= Crossclaim =

US civil court procedural device

A crossclaim is a claim asserted between codefendants or coplaintiffs in a case and that relates to the subject of the original claim or counterclaim according to Black's Law Dictionary. A crossclaim is filed against someone who is a co-defendant or co-plaintiff to the party who originates the crossclaim. In common law, a crossclaim is a demand made in a pleading that is filed against a party which is on the "same side" of the lawsuit.

==U.S. federal courts==
In the Federal Rules of Civil Procedure this is codified in Rule 13(g). In the federal rules, a crossclaim is proper if it relates to a matter of the original jurisdiction. Proper jurisdiction is determined by a finding of whether the suit that is being initiated arises from the same transaction or occurrence that is the subject matter of the suit.
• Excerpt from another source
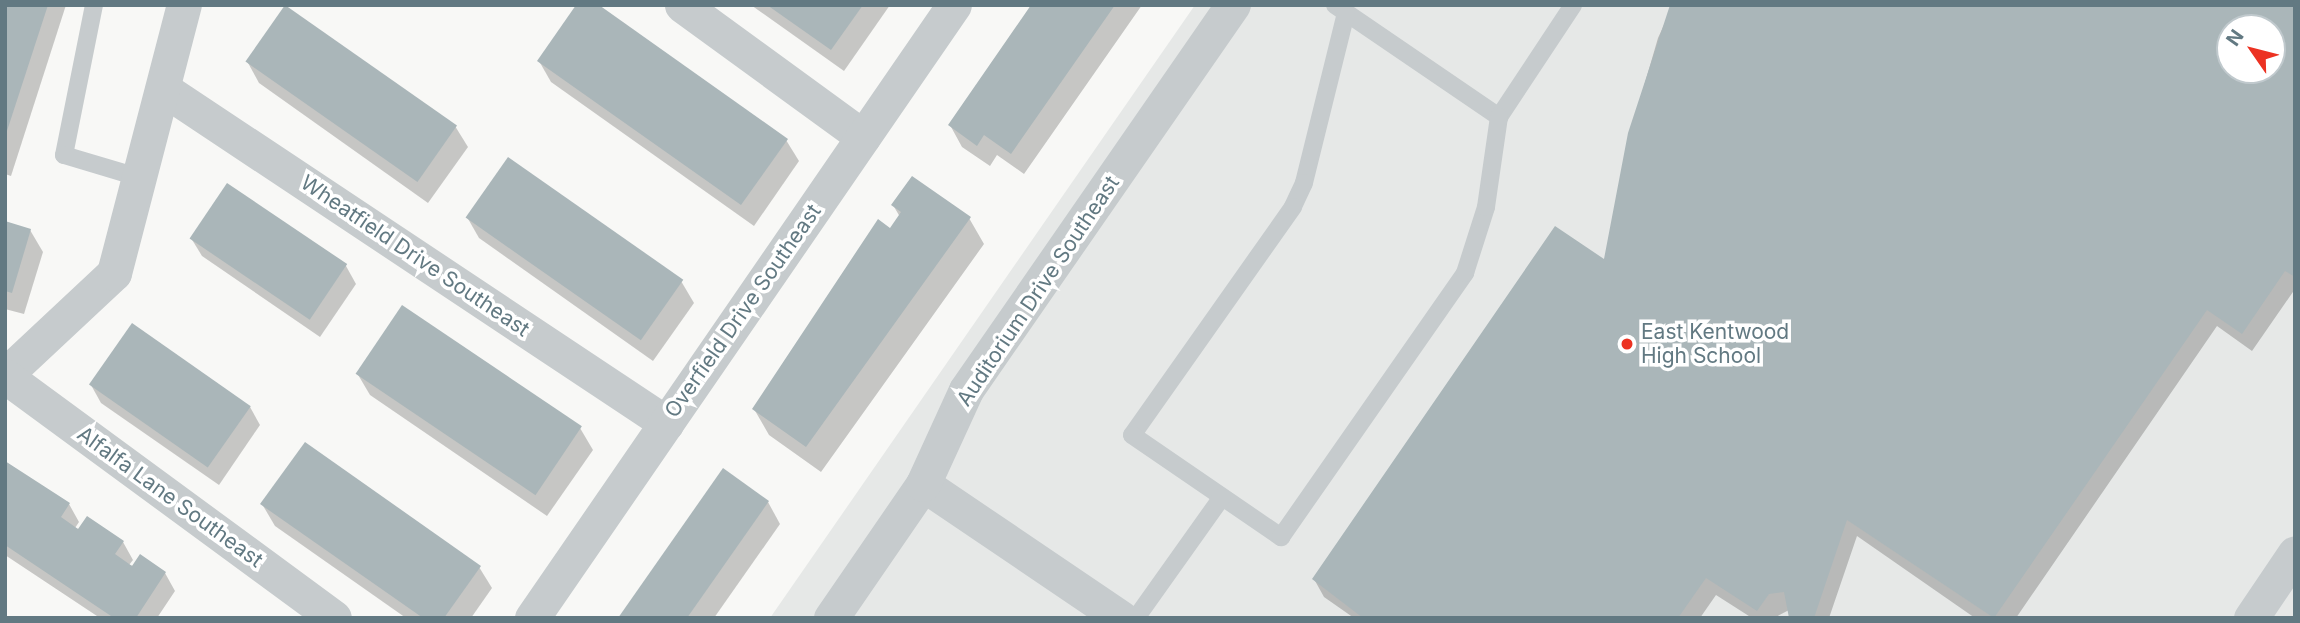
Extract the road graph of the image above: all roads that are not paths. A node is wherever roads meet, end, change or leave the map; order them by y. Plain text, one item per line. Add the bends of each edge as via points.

Crossclaims, like joinder generally, can promote efficient, consistent resolutions of disputes by permitting all claims arising from the same set of facts to be resolved in a single legal proceeding. This conserves the resources of the parties and the courts, by requiring fewer cases to be filed and litigated. It also reduces the risk of inconsistent results that can arise when multiple actions are based on the same or similar facts.

Nevertheless, crossclaims in U.S. federal courts are always permissive; that is, they may be raised if they are proper, but they do not have to be, and the failure to assert a crossclaim in a given action will not bar that claim from being litigated in the future. This is different from counterclaims, which are between parties that are already on opposing sides of the lawsuit. Under some circumstances, counterclaims are compulsory and must be brought in the initial action or else will be forfeited.